Real-Time Monitoring: The automatic dumping system continuously monitors the quality of the purified water produced by the EDI unit, typically measuring parameters such as conductivity and resistivity.

Quality Thresholds: The system is pre-set with specific quality thresholds. If the monitored water quality exceeds the predetermined limits, it indicates a potential issue with the EDI unit or feedwater quality.

Action Triggering: Once the predefined quality threshold is crossed, the automatic dumping system is triggered to divert a portion of the incoming feedwater from the EDI unit’s feed stream. This water, known as “reject” or “purge” water, contains higher levels of impurities.

Flush and Dump: The reject water is used to flush out any accumulated impurities or fouling materials from the EDI unit, ensuring that the water quality remains within acceptable limits.

Resuming Normal Operation: After the flushing process, the automatic dumping system resumes normal operation, allowing the purified water production to continue.

The automatic dumping system plays a vital role in maintaining the consistency and quality of the purified water by preventing any contamination events and ensuring continuous purification.

The Electrodeionization (EDI) system is a cutting-edge technology that has revolutionized water purification in pharmaceutical water systems. By combining ion exchange and electrodialysis principles, the EDI system can produce ultrapure water with low conductivity levels. The automatic dumping system further enhances the reliability of the EDI unit by monitoring and responding to variations in feedwater quality, ensuring the continuous production of high-quality pharmaceutical-grade water. As the pharmaceutical industry continues to evolve, EDI systems will remain an integral part of the manufacturing process, upholding the highest standards of purity and compliance.

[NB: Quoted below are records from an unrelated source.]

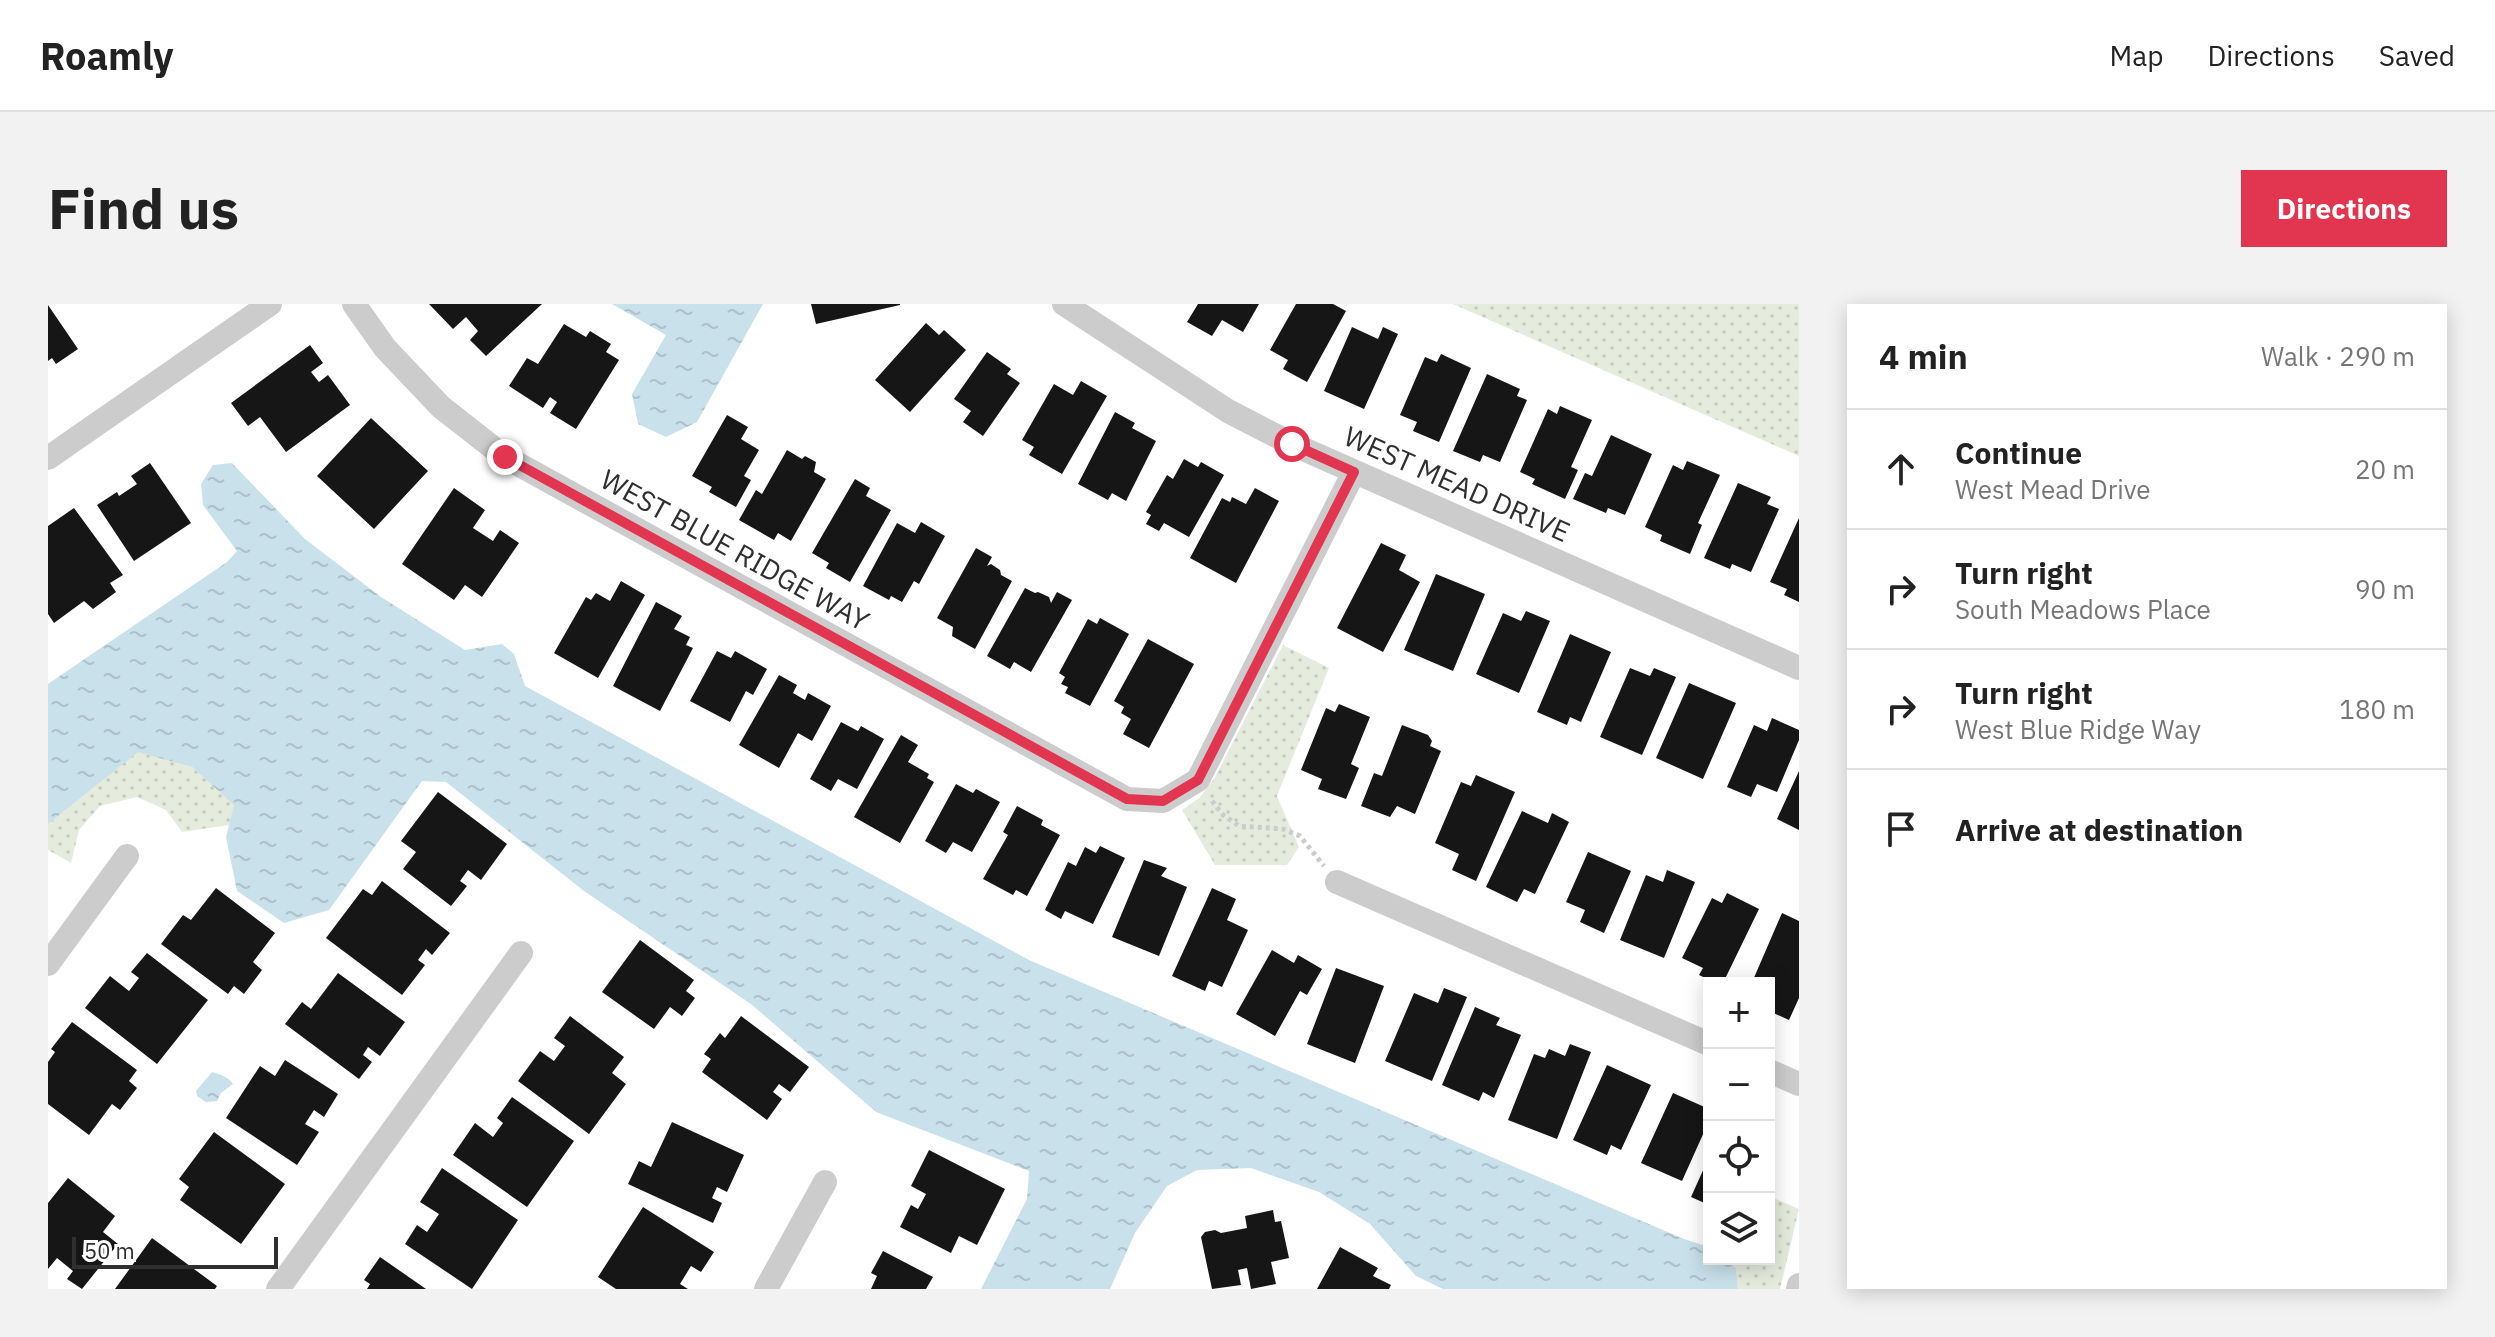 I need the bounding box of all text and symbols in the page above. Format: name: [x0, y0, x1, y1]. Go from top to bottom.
text: Roamly: [40, 31, 174, 80]
text: Map: [2109, 37, 2163, 74]
text: Directions: [2207, 37, 2335, 74]
text: Saved: [2379, 37, 2455, 74]
button: Directions: [2241, 170, 2447, 247]
text: Find us: [48, 172, 239, 244]
text: 4 min: [1879, 334, 1968, 378]
text: Walk · 290 m: [2261, 339, 2415, 373]
street label: WEST MEAD DRIVE: [1338, 417, 1576, 550]
route start: [1274, 426, 1310, 462]
text: Continue: [1955, 433, 2082, 472]
route end: [487, 439, 523, 475]
icon: ahead: [1879, 447, 1923, 491]
text: 20 m: [2355, 452, 2415, 486]
street label: WEST BLUE RIDGE WAY: [594, 460, 876, 639]
text: West Mead Drive: [1955, 472, 2151, 506]
text: Turn right: [1955, 553, 2093, 592]
icon: right: [1879, 567, 1923, 611]
text: 90 m: [2355, 572, 2415, 606]
text: South Meadows Place: [1955, 592, 2211, 626]
text: Turn right: [1955, 673, 2093, 712]
icon: right: [1879, 687, 1923, 731]
text: 180 m: [2339, 692, 2415, 726]
text: West Blue Ridge Way: [1955, 712, 2201, 746]
icon: arrive: [1879, 807, 1923, 851]
text: Arrive at destination: [1955, 810, 2243, 849]
map controls: [1703, 977, 1775, 1265]
button: +: [1703, 977, 1775, 1049]
button: −: [1703, 1049, 1775, 1121]
button: locate: [1703, 1121, 1775, 1193]
button: layers: [1703, 1193, 1775, 1265]
scale bar: [72, 1233, 278, 1269]
text: 50 m: [84, 1236, 135, 1265]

Microbial Aspects, Contamination Control, and Hot Water Circulation Loop

Maintaining the microbial aspects of the water system is of utmost importance to prevent contamination and ensure the safety and efficacy of the final pharmaceutical products.

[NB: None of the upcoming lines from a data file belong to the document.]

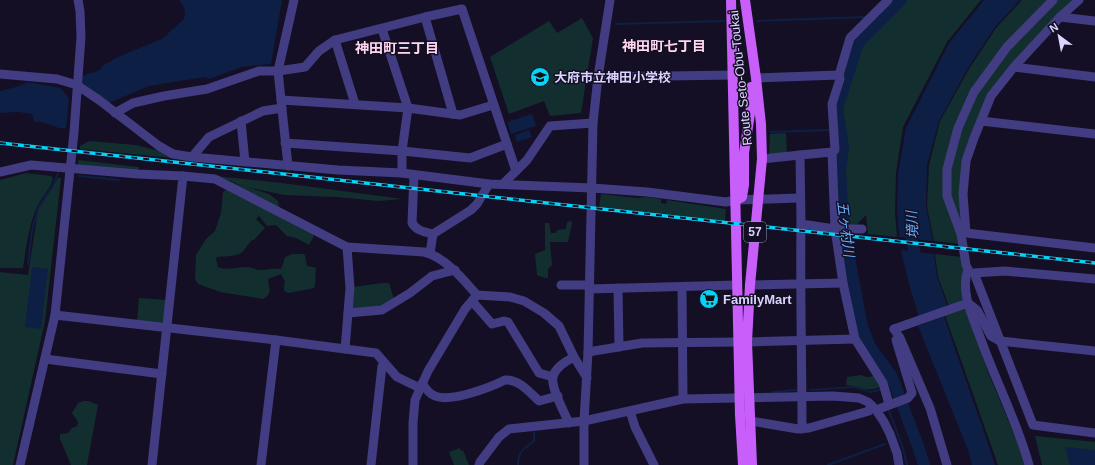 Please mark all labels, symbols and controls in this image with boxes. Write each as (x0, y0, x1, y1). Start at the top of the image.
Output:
street label: Route Seto-Obu-Toukai (726, 10, 755, 146)
north arrow (1039, 16, 1079, 56)
text: N (1047, 20, 1060, 35)
district label: 神田町七丁目 (622, 38, 706, 54)
district label: 神田町三丁目 (355, 40, 439, 56)
school or university icon: 大府市立神田小学校 (529, 66, 551, 88)
place label: 大府市立神田小学校 (554, 70, 671, 85)
water label: 五ヶ村川 (835, 200, 858, 260)
water label: 境川 (903, 209, 921, 239)
road number: 57 (744, 222, 766, 242)
supermarket icon: FamilyMart (698, 288, 720, 310)
place label: FamilyMart (723, 292, 792, 307)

Microbial Aspects of Pharmaceutical Water Systems:

Microbial contamination in pharmaceutical water systems can arise from various sources, including the water source itself, the environment, equipment, and personnel. Common microbial contaminants include bacteria, fungi, algae, and viruses. These microorganisms can compromise the quality of the water and potentially lead to product contamination or even pose health risks to patients if administered in pharmaceutical products.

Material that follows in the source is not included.